If you are prone to recurrent UTIs, you can head them off before they take hold.
Unless you're in the fortunate minority of women who have never had a urinary tract infection (UTI), you know the symptoms well. You might feel a frequent urgency to urinate yet pass little urine when you go. Your urine might be cloudy, blood-tinged, and strong-smelling. For 25% to 30% of women who've had a urinary tract infection, the infection returns within six months.
If you have repeated UTIs, you've experienced the toll they take on your life. However, you may take some comfort in knowing that they aren't likely to be the result of anything you've done. "Recurrent UTIs aren't due to poor hygiene or something else that women have brought on themselves. Some women are just prone to UTIs," says infectious diseases specialist Dr. Kalpana Gupta, a lecturer in medicine at Harvard Medical School.
Why some women get recurrent UTIs
The infections are usually caused by Escherichia coli, a bacterium that lives in the intestinal system. If E. coli are carried from the rectum to the vagina, they can enter the urethra (the tube that carries urine from the bladder) and infect the bladder.

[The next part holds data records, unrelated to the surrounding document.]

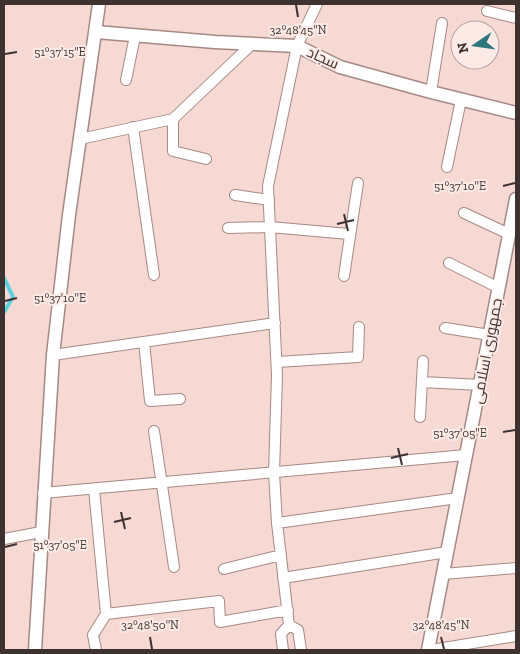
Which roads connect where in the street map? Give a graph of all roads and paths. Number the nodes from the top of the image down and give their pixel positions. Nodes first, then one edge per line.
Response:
1 (99, 4) edge
2 (317, 4) edge
3 (487, 11) dead end
4 (516, 18) edge
5 (442, 23) dead end
6 (96, 32) junction
7 (135, 36) junction
8 (252, 44) junction
9 (297, 46) junction
10 (126, 80) dead end
11 (431, 92) junction
12 (461, 100) junction
13 (516, 113) edge
14 (172, 118) junction
15 (133, 127) junction
16 (80, 139) junction
17 (206, 159) dead end
18 (447, 167) dead end
19 (358, 183) dead end
20 (235, 194) dead end
21 (516, 199) edge
22 (269, 200) junction
23 (464, 213) dead end
24 (513, 226) edge
25 (270, 227) junction
26 (228, 228) dead end
27 (350, 234) junction
28 (449, 263) dead end
29 (154, 275) dead end
30 (344, 276) dead end
31 (499, 288) junction
32 (275, 323) junction
33 (359, 327) dead end
34 (445, 328) dead end
35 (490, 335) junction
36 (144, 342) junction
37 (53, 355) junction
38 (423, 360) dead end
39 (277, 362) junction
40 (422, 382) junction
41 (480, 385) junction
42 (180, 399) dead end
43 (420, 417) dead end
44 (154, 431) dead end
45 (466, 455) junction
46 (274, 473) junction
47 (161, 483) junction
48 (94, 489) junction
49 (43, 493) junction
50 (458, 498) junction
51 (277, 523) junction
52 (41, 532) junction
53 (4, 539) edge
54 (447, 552) junction
55 (281, 555) junction
56 (174, 567) dead end
57 (516, 568) edge
58 (224, 569) dead end
59 (443, 574) junction
60 (283, 578) junction
61 (288, 610) junction
62 (106, 614) junction
63 (289, 625) junction
64 (516, 636) edge
65 (35, 650) edge
66 (96, 650) edge
67 (283, 650) edge
68 (301, 650) edge
69 (430, 650) edge

1 - 6 street
2 - 9 street
3 - 4 street
5 - 11 street
6 - 7 street, سجاد
6 - 16 street
7 - 8 street, سجاد
7 - 10 street
8 - 9 street, سجاد
8 - 14 street
9 - 11 street, سجاد
9 - 22 street
11 - 12 street, سجاد
12 - 13 street, سجاد
12 - 18 street
14 - 15 street
14 - 17 street
15 - 16 street
15 - 29 street
16 - 37 street
19 - 27 street
20 - 22 street
21 - 24 street, جمهوری اسلامی
22 - 25 street
23 - 24 street
24 - 31 street, جمهوری اسلامی
25 - 26 street
25 - 27 street
25 - 32 street
27 - 30 street
28 - 31 street
31 - 35 street, جمهوری اسلامی
32 - 36 street
32 - 39 street
33 - 39 street
34 - 35 street
35 - 41 street, جمهوری اسلامی
36 - 37 street
36 - 42 street
37 - 49 street
38 - 40 street
39 - 46 street
40 - 41 street
40 - 43 street
41 - 45 street, جمهوری اسلامی
44 - 47 street
45 - 46 street
45 - 50 street, جمهوری اسلامی
46 - 47 street
46 - 51 street
47 - 48 street
47 - 56 street
48 - 49 street
48 - 62 street
49 - 52 street
50 - 51 street
50 - 54 street, جمهوری اسلامی
51 - 55 street
52 - 53 street
52 - 65 street
54 - 59 street, جمهوری اسلامی
54 - 60 street
55 - 58 street
55 - 60 street
57 - 59 street
59 - 69 street, جمهوری اسلامی
60 - 61 street
61 - 62 street
61 - 63 street
62 - 66 street
63 - 67 street
63 - 68 street
64 - 69 street

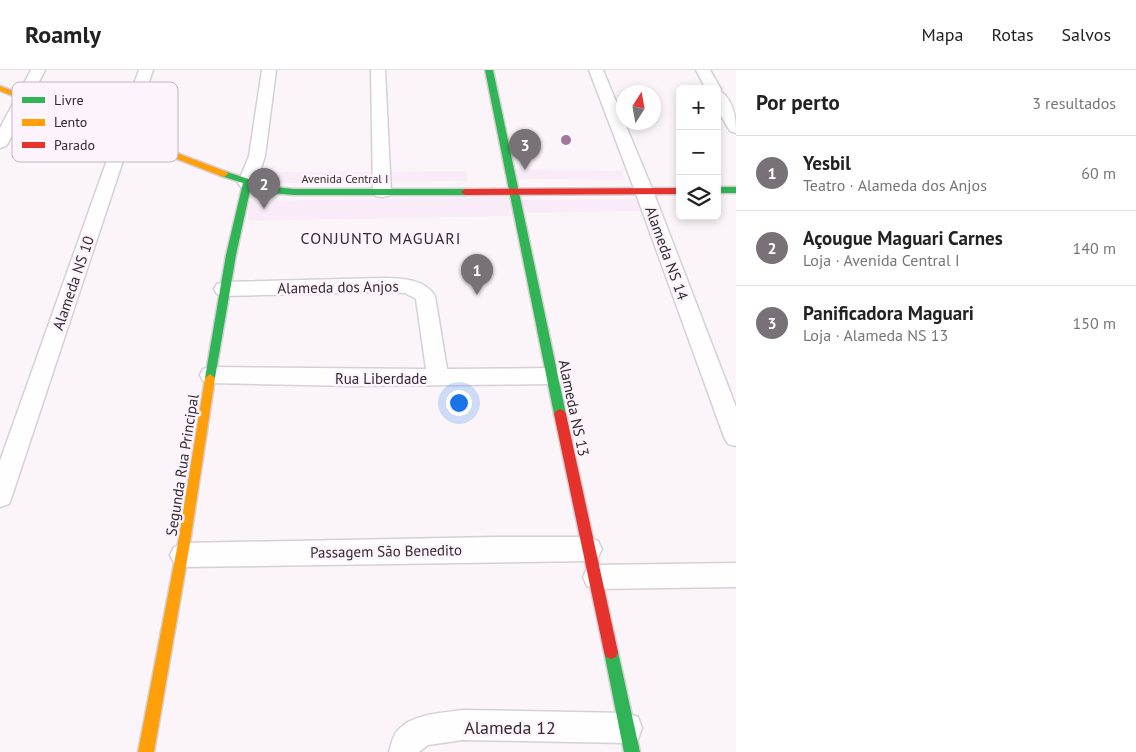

Risk factors for UTI vary with age. Before menopause, the most common risk factors are sexual intercourse and use of spermicides. It's thought that sex increases the number of bacteria in the bladder, and many experts advise women to urinate after sex to flush them out. Spermicides may kill off Lactobacilli, beneficial bacteria in the vagina, making it easier for E. coli to move in.
After menopause, certain physical changes help set the stage for UTIs. The numbers of Lactobacilli in the vagina naturally decline. The bladder also contracts less strongly than it once did, making it more difficult to empty it completely.
In both premenopausal and postmenopausal women, genes play a role as well. Having a mother or sister who has frequent UTIs is also a risk factor.
These approaches have some evidence to support them:
- Drink plenty of fluids every day. Aim for about 2 to 3 liters.
- Use alternative contraception that does not include a spermicide.
- Empty your bladder immediately following sexual intercourse.
- Consider vaginal estrogen therapy for post-menopausal women.
- Wipe front to back, although this has not been scientifically proven to make a difference.
Taking a low dose of one of the antibiotics used to treat UTI—nitrofurantoin (Furadantin, Macrobid), trimethoprim-sulfamethoxazole or TMP-SMX (Septra, Bactrim), and cephalexin (Keflex, Ceporex)—is the most reliable way of dealing with recurrences. However, bacteria may become resistant to an antibiotic over time and it may not be effective in treating subsequent infections. "This is an area in which women can experiment and find which solution works for them," Dr. Gupta says. There are several options if you have a prescription on hand:
- taking a low dose daily for six months or longer
- using only after you have sex
- waiting until you have UTI symptoms.
If you have recurrent UTIs, talk to your clinician. The two of you can come up with a plan that is likely to be effective for you.
... and it won't hurt to try these
Like many women, you may have memorized the following age-old advice for preventing UTIs:
These suggestions are directed at flushing the bladder and keeping E. coli from spreading into the urinary tract. Although studies have failed to show that they prevent either primary or recurrent UTIs, there's no harm in trying them, Dr. Gupta says. "They can't hurt, and if they help, you're ahead of the game."